══ Recorded data
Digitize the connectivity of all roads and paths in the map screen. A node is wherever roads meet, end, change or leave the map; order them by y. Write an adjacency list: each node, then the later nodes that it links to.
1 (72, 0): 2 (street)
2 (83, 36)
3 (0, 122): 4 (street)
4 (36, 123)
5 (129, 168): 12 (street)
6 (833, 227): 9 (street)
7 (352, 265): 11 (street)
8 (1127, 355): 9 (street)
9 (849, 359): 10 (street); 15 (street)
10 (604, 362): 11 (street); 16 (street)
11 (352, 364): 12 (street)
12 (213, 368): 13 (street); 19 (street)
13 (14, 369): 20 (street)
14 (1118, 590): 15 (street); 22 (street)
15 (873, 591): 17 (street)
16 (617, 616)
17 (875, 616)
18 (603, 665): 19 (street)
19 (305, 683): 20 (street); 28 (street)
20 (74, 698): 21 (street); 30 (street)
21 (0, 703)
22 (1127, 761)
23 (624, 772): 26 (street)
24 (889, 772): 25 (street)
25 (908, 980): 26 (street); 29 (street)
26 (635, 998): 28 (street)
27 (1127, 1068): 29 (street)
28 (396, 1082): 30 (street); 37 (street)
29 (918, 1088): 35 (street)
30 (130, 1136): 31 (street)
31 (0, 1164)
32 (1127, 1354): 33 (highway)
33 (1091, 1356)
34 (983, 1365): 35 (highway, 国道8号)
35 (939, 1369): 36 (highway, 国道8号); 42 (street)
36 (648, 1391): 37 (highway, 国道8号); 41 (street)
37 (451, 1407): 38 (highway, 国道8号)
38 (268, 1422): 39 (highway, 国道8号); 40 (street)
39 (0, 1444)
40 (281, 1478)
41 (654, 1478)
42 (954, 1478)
════
Problem to work on -
Each line above that includes the word "highway" is to be copied.

Result -
32 (1127, 1354): 33 (highway)
34 (983, 1365): 35 (highway, 国道8号)
35 (939, 1369): 36 (highway, 国道8号); 42 (street)
36 (648, 1391): 37 (highway, 国道8号); 41 (street)
37 (451, 1407): 38 (highway, 国道8号)
38 (268, 1422): 39 (highway, 国道8号); 40 (street)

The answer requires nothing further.